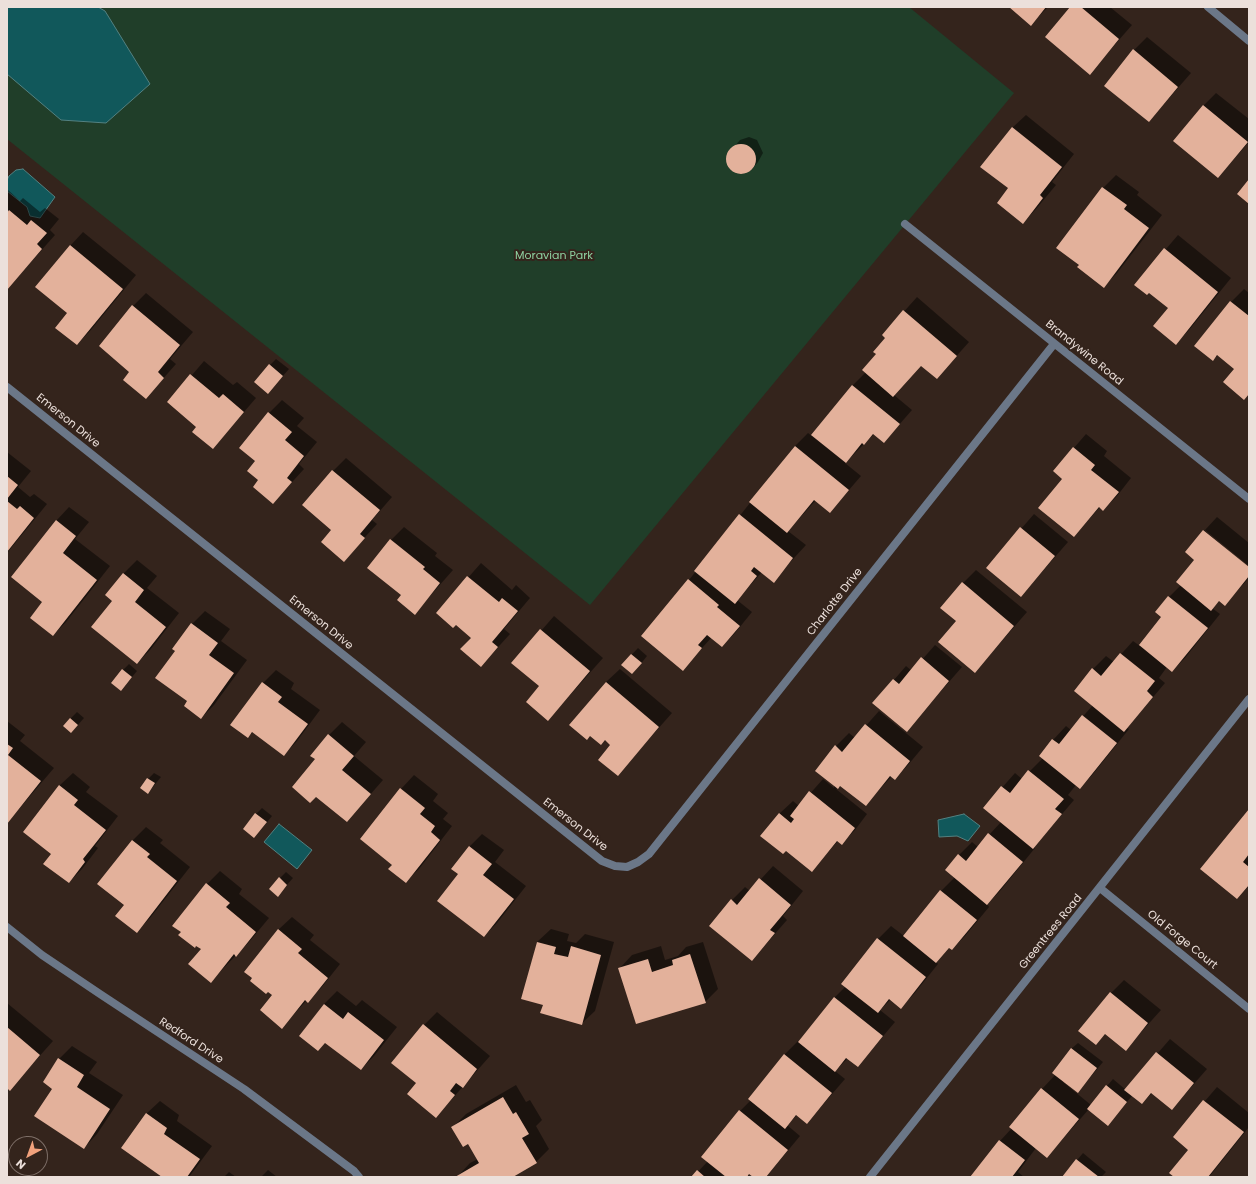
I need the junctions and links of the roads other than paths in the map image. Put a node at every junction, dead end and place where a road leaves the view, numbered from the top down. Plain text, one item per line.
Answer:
1 (1208, 7) edge
2 (1249, 41) edge
3 (905, 224) dead end
4 (1054, 344) junction
5 (7, 387) edge
6 (1249, 499) edge
7 (1249, 699) edge
8 (627, 867) joint
9 (1100, 888) junction
10 (7, 927) edge
11 (1249, 1009) edge
12 (359, 1177) edge
13 (870, 1177) edge

1 - 2 street
3 - 4 street, Brandywine Road
4 - 6 street, Brandywine Road
4 - 8 street, Charlotte Drive
5 - 8 street, Emerson Drive
7 - 9 street, Greentrees Road
9 - 11 street, Old Forge Court
9 - 13 street, Greentrees Road
10 - 12 street, Redford Drive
++++++++++
▸ **Work instructions**
Without including any picture, reproduce the material above word for word.

▸ **Task solution**
I need the junctions and links of the roads other than paths in the map image. Put a node at every junction, dead end and place where a road leaves the view, numbered from the top down. Plain text, one item per line.
Answer:
1 (1208, 7) edge
2 (1249, 41) edge
3 (905, 224) dead end
4 (1054, 344) junction
5 (7, 387) edge
6 (1249, 499) edge
7 (1249, 699) edge
8 (627, 867) joint
9 (1100, 888) junction
10 (7, 927) edge
11 (1249, 1009) edge
12 (359, 1177) edge
13 (870, 1177) edge

1 - 2 street
3 - 4 street, Brandywine Road
4 - 6 street, Brandywine Road
4 - 8 street, Charlotte Drive
5 - 8 street, Emerson Drive
7 - 9 street, Greentrees Road
9 - 11 street, Old Forge Court
9 - 13 street, Greentrees Road
10 - 12 street, Redford Drive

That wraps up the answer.